Stored data

+--

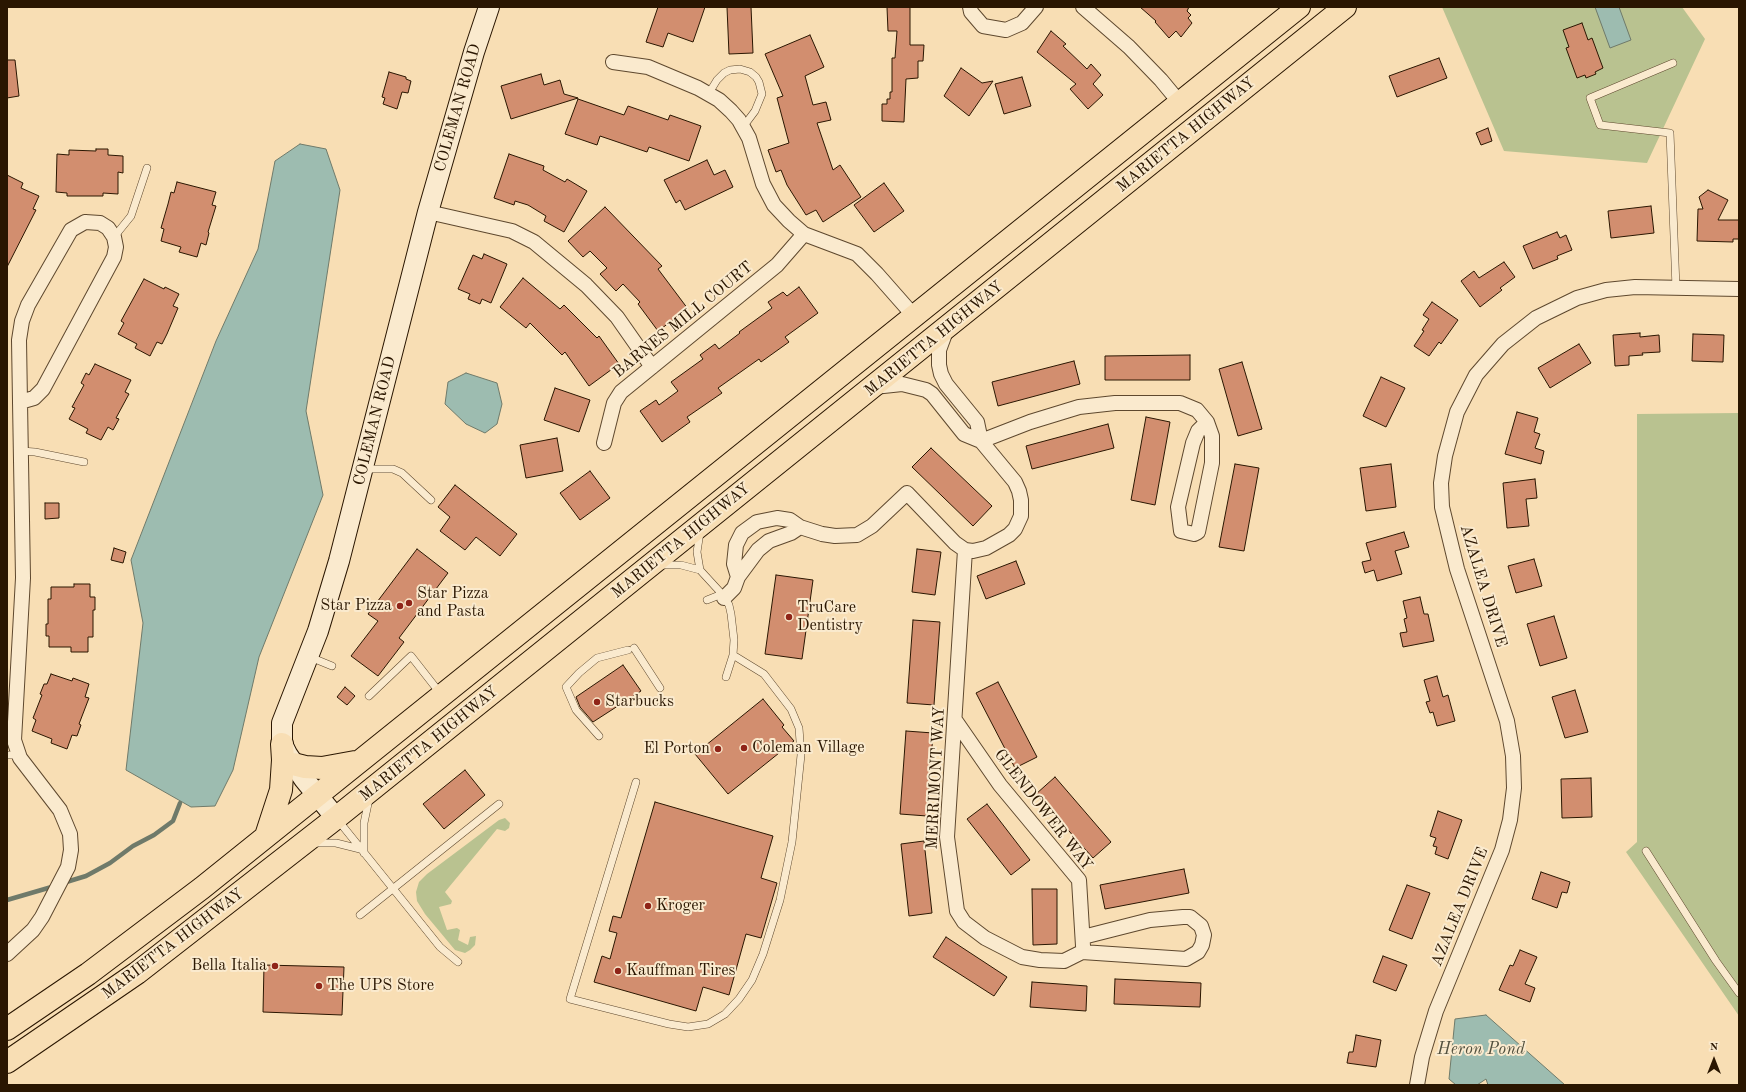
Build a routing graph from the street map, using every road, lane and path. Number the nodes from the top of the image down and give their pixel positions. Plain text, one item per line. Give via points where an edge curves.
1 (489, 7) edge
2 (970, 7) edge
3 (1036, 7) edge
4 (1083, 7) edge
5 (1299, 7) edge
6 (1345, 7) edge
7 (614, 62) dead end
8 (1673, 63) dead end
9 (709, 93) junction
10 (1180, 103) junction
11 (743, 127) junction
12 (147, 168) dead end
13 (428, 212) junction
14 (804, 234) junction
15 (114, 237) junction
16 (1676, 288) junction
17 (1739, 289) edge
18 (914, 316) junction
19 (948, 327) junction
20 (652, 367) junction
21 (874, 387) junction
22 (20, 402) junction
23 (1207, 422) junction
24 (981, 441) junction
25 (604, 443) dead end
26 (21, 451) junction
27 (84, 462) dead end
28 (363, 469) junction
29 (430, 500) dead end
30 (704, 523) junction
31 (800, 527) junction
32 (965, 550) junction
33 (648, 568) junction
34 (700, 570) junction
35 (738, 577) junction
36 (723, 596) junction
37 (707, 600) dead end
38 (733, 655) junction
39 (308, 656) junction
40 (332, 666) dead end
41 (726, 677) dead end
42 (660, 688) dead end
43 (442, 695) junction
44 (369, 696) dead end
45 (955, 720) junction
46 (599, 736) dead end
47 (282, 744) junction
48 (13, 755) edge
49 (360, 760) junction
50 (293, 764) junction
51 (636, 782) dead end
52 (373, 789) junction
53 (316, 795) junction
54 (499, 804) dead end
55 (336, 818) junction
56 (266, 836) junction
57 (303, 844) junction
58 (362, 851) junction
59 (1646, 851) dead end
60 (393, 889) junction
61 (360, 915) dead end
62 (1083, 937) junction
63 (1082, 952) junction
64 (7, 954) edge
65 (458, 962) dead end
66 (1739, 994) edge
67 (7, 1029) edge
68 (7, 1062) edge
69 (1416, 1085) edge

1 - 13 street, COLEMAN ROAD
2 - 3 street via 983,26 1006,30 1022,23
4 - 10 street via 1129,47
5 - 10 highway, MARIETTA HIGHWAY
6 - 19 highway, MARIETTA HIGHWAY
7 - 9 street via 648,67
8 - 16 lane via 1590,98 1600,125 1670,133
9 - 11 street via 732,111
9 - 11 lane via 717,80 730,70 740,69 756,77 762,94 755,111
10 - 18 highway, MARIETTA HIGHWAY
11 - 14 street via 768,195 789,221
12 - 15 lane via 131,216
13 - 20 street via 512,232 534,242 586,285 617,317
13 - 28 street, COLEMAN ROAD
14 - 18 street via 857,254
14 - 20 street, BARNES MILL COURT via 777,265
15 - 22 street via 114,257 43,389 34,398
15 - 22 street via 108,228 100,223 85,222 71,230 28,305 19,340
16 - 17 street, AZALEA DRIVE
16 - 69 street, AZALEA DRIVE via 1635,287 1606,290 1577,298 1536,318 1503,344 1476,375 1457,412 1445,456 1441,483 1442,507 1457,568 1507,721 1513,756 1514,788 1510,820 1502,850 1436,1011
18 - 43 highway, MARIETTA HIGHWAY
19 - 21 highway, MARIETTA HIGHWAY
19 - 24 street via 938,350 939,369 946,384 977,422
20 - 25 street, BARNES MILL COURT via 621,392 614,403
21 - 24 street via 902,384 926,390 964,434
21 - 30 highway, MARIETTA HIGHWAY
22 - 26 street
23 - 23 street via 1212,436 1212,463 1198,532 1189,534 1181,531 1178,507 1193,443
23 - 24 street via 1197,410 1180,403 1115,403 1072,409
24 - 32 street via 1015,482 1021,500 1021,516 1015,529 1003,539 986,548
26 - 27 lane
26 - 48 street via 23,578
28 - 29 lane via 393,469 402,473
28 - 39 street, COLEMAN ROAD via 339,561
30 - 33 highway, MARIETTA HIGHWAY
30 - 34 lane via 698,546
31 - 32 street via 836,536 857,534 872,526 906,493
31 - 35 street via 763,545
31 - 35 street via 790,520 777,518 763,520 742,533 736,545 734,564
32 - 45 street, MERRIMONT WAY
33 - 34 lane via 672,564
33 - 52 highway, MARIETTA HIGHWAY
34 - 36 lane
35 - 36 street via 734,588
36 - 37 lane
36 - 38 lane via 732,614
38 - 41 lane
38 - 51 lane via 764,674 791,709 799,728 801,755 792,842 780,900 763,954 752,980 739,999 725,1014 708,1024 688,1027 668,1024 570,999
39 - 40 lane
39 - 47 street, COLEMAN ROAD via 282,723
42 - 46 lane via 631,649 598,658 566,687 576,710
43 - 44 lane via 411,656
43 - 49 highway, MARIETTA HIGHWAY
45 - 62 street, GLENDOWER WAY via 1000,785 1079,880
45 - 63 street, MERRIMONT WAY via 947,837 957,911 964,922 986,938 1022,957 1064,961
47 - 50 street, COLEMAN ROAD
47 - 56 highway via 280,790
48 - 64 street via 60,810 70,834 71,850 68,867 42,917 33,930
49 - 50 highway via 322,768
49 - 53 highway, MARIETTA HIGHWAY
50 - 53 street, COLEMAN ROAD
52 - 55 highway, MARIETTA HIGHWAY
52 - 58 lane via 366,812
53 - 55 street, COLEMAN ROAD
53 - 56 highway, MARIETTA HIGHWAY
54 - 60 lane
55 - 57 highway, MARIETTA HIGHWAY
55 - 58 lane
56 - 67 highway, MARIETTA HIGHWAY via 130,944
57 - 58 lane via 336,843
57 - 68 highway, MARIETTA HIGHWAY via 137,973
58 - 60 lane
59 - 66 lane
60 - 61 lane
60 - 65 lane via 440,947
62 - 63 street, GLENDOWER WAY
62 - 63 street via 1150,920 1183,917 1190,917 1201,926 1204,935 1198,952 1186,959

+--

Count every line that holds the word "COLEMAN" in the entries, and state the result alone.

__Task output__
7